Although his recovery was quick physically, mentally it was a struggle. Fifty-five years old and newly married at the time of his diagnosis, Tom described himself as healthy and vigorous.  Dealing with the after effects of surgery, including incontinence and sexual side effects, was difficult.  Dr. Schulam explained that improvement in continence and potency could continue for 18 months to 2 years.  “It is important for patients to understand that urinary control and sexual function can take months to return and are dependent upon age, preoperative function and the type of nerve-sparing surgery that was performed.  My role is to help patients have accurate expectations for their recovery and to support and reassure them.”

Tom recovered well and today he is considered to have no lasting side effects.  He attributes this to the skill with which Dr.
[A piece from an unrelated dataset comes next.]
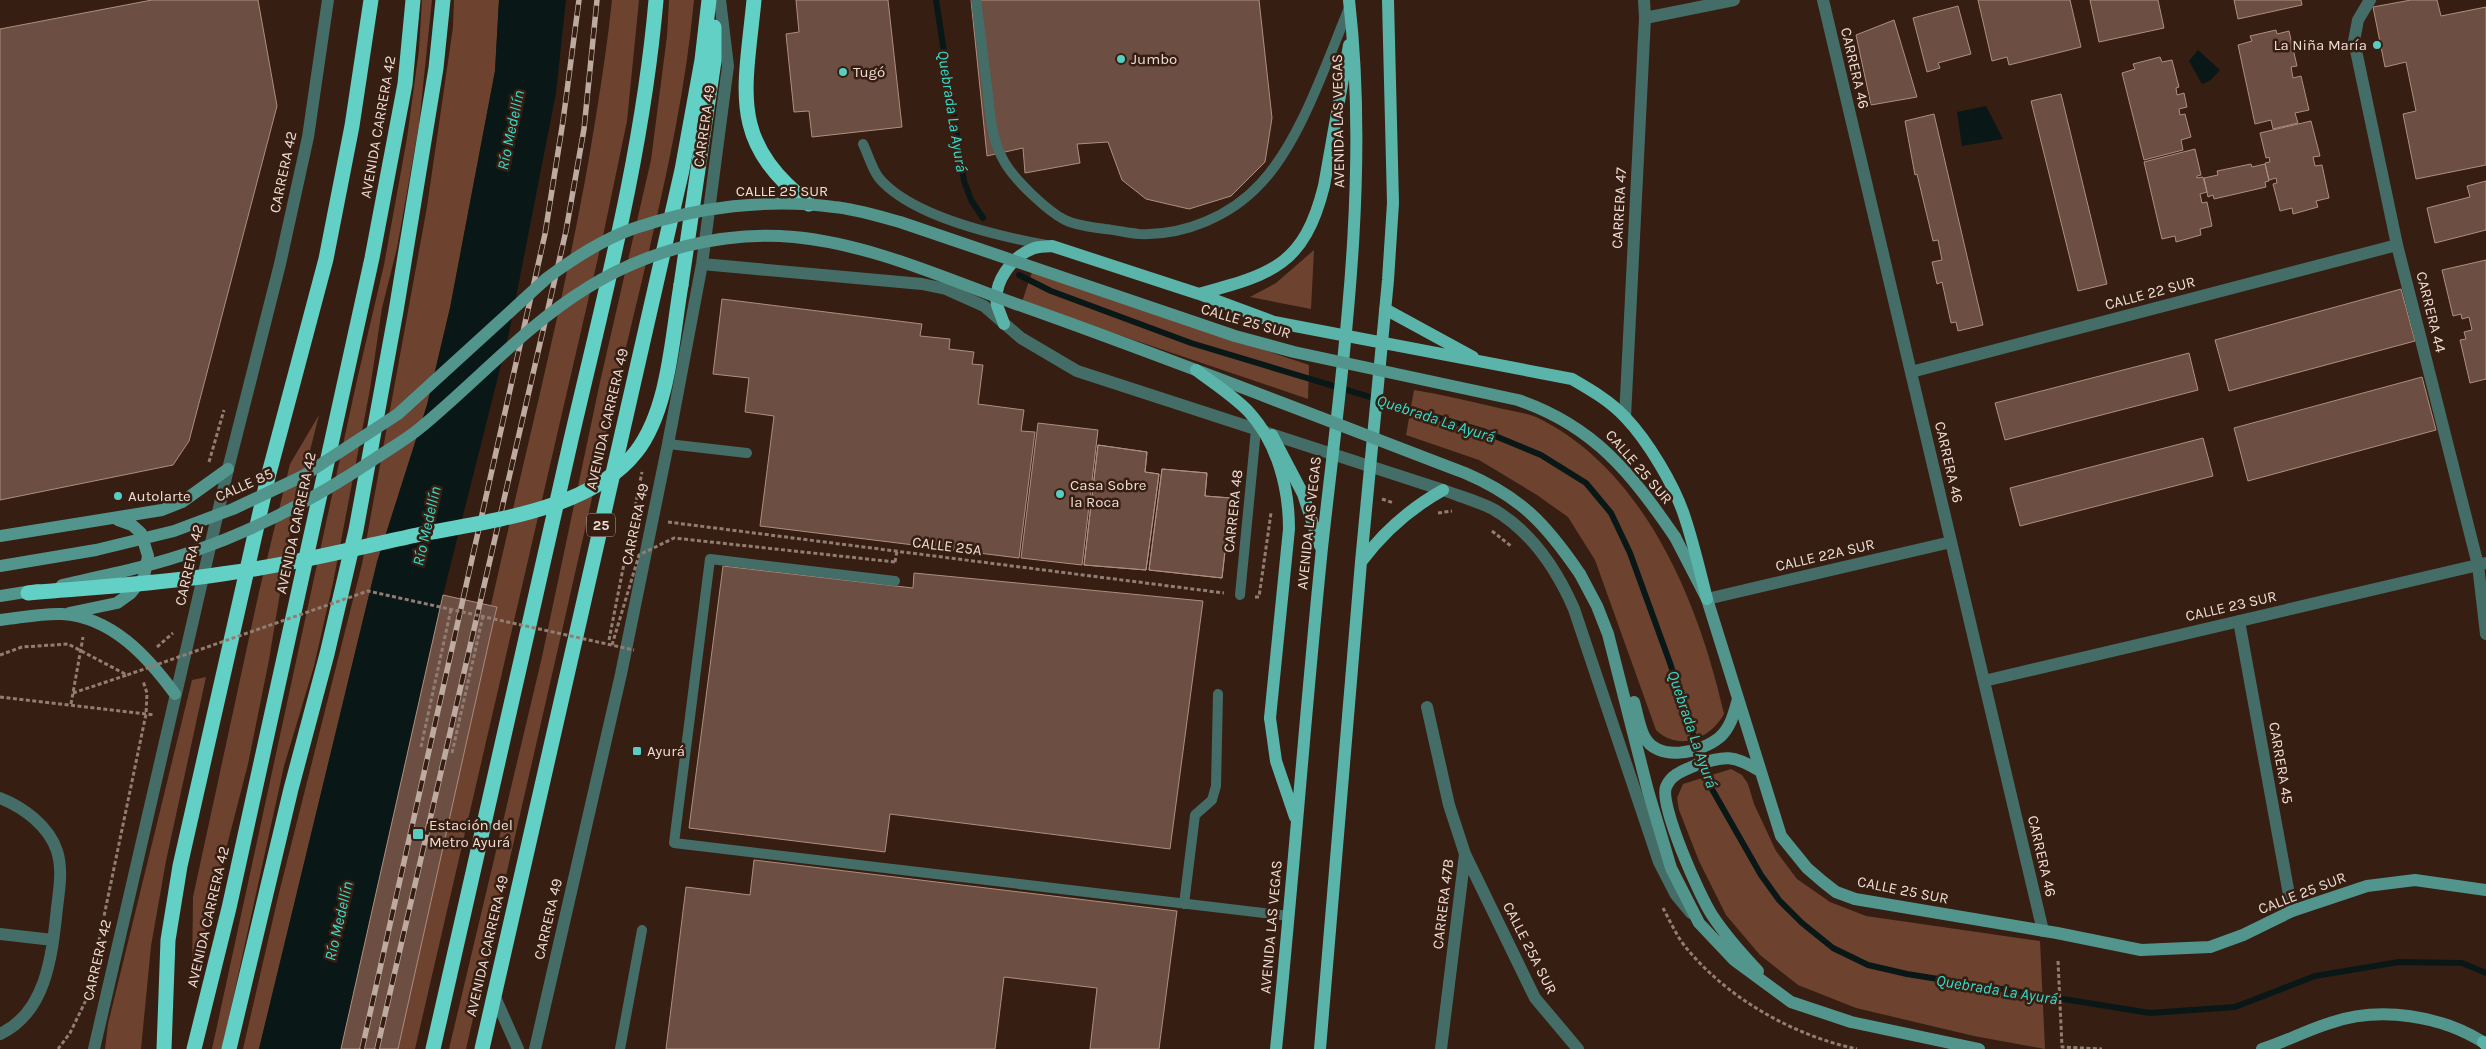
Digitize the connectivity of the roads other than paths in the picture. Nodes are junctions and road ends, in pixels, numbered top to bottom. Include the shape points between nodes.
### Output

Schulam performed the surgery, and the support he received from the entire Smilow team. “The staff at Smilow became like friends to me during this experience. I feel extremely fortunate to have such a wonderful prognosis and to be able to continue to live a healthy and active life with my dignity intact,” Tom said. “For anyone facing a similar diagnosis I cannot stress enough how important it is to find a doctor that you trust, and to keep in mind that things do get better.”

Tom is a huge advocate of men taking charge of their care, having their PSA tested, and if faced with a diagnosis, doing their research to find someone skilled to treat them. He is still coping with his diagnosis every day. Every few months he has a blood test done, and once again finds himself waiting.  Tom commented, “Despite all that I have been through, I am happy to be alive. I am cancer free, and having that knowledge has definitely been worth the wait.”